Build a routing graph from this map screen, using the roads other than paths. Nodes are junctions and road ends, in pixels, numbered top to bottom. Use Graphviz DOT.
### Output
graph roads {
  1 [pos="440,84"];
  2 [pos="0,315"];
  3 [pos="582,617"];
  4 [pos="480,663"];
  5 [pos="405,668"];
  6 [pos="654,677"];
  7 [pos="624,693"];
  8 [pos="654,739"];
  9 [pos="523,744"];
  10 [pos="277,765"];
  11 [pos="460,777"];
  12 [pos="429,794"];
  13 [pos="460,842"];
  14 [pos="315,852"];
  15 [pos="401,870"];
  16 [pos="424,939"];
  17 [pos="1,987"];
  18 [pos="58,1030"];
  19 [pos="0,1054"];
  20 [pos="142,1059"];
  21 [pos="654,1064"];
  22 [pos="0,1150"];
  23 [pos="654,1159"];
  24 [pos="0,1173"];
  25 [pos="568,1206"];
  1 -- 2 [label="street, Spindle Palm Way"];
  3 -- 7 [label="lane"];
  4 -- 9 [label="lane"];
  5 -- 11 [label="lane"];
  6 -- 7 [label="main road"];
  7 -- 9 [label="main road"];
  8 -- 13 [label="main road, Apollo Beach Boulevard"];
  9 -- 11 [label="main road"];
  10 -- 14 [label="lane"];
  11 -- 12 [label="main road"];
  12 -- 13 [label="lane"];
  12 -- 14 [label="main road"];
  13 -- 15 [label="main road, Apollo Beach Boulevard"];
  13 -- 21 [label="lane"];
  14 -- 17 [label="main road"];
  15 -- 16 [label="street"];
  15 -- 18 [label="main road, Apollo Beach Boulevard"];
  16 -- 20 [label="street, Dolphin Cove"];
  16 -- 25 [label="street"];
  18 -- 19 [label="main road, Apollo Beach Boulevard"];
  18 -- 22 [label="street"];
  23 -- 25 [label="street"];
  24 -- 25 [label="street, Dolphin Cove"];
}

■ TASK DIRECTIONS
Output every entry again, exactly as given.

■ EXERCISE ANSWER
Build a routing graph from this map screen, using the roads other than paths. Nodes are junctions and road ends, in pixels, numbered top to bottom. Use Graphviz DOT.
### Output
graph roads {
  1 [pos="440,84"];
  2 [pos="0,315"];
  3 [pos="582,617"];
  4 [pos="480,663"];
  5 [pos="405,668"];
  6 [pos="654,677"];
  7 [pos="624,693"];
  8 [pos="654,739"];
  9 [pos="523,744"];
  10 [pos="277,765"];
  11 [pos="460,777"];
  12 [pos="429,794"];
  13 [pos="460,842"];
  14 [pos="315,852"];
  15 [pos="401,870"];
  16 [pos="424,939"];
  17 [pos="1,987"];
  18 [pos="58,1030"];
  19 [pos="0,1054"];
  20 [pos="142,1059"];
  21 [pos="654,1064"];
  22 [pos="0,1150"];
  23 [pos="654,1159"];
  24 [pos="0,1173"];
  25 [pos="568,1206"];
  1 -- 2 [label="street, Spindle Palm Way"];
  3 -- 7 [label="lane"];
  4 -- 9 [label="lane"];
  5 -- 11 [label="lane"];
  6 -- 7 [label="main road"];
  7 -- 9 [label="main road"];
  8 -- 13 [label="main road, Apollo Beach Boulevard"];
  9 -- 11 [label="main road"];
  10 -- 14 [label="lane"];
  11 -- 12 [label="main road"];
  12 -- 13 [label="lane"];
  12 -- 14 [label="main road"];
  13 -- 15 [label="main road, Apollo Beach Boulevard"];
  13 -- 21 [label="lane"];
  14 -- 17 [label="main road"];
  15 -- 16 [label="street"];
  15 -- 18 [label="main road, Apollo Beach Boulevard"];
  16 -- 20 [label="street, Dolphin Cove"];
  16 -- 25 [label="street"];
  18 -- 19 [label="main road, Apollo Beach Boulevard"];
  18 -- 22 [label="street"];
  23 -- 25 [label="street"];
  24 -- 25 [label="street, Dolphin Cove"];
}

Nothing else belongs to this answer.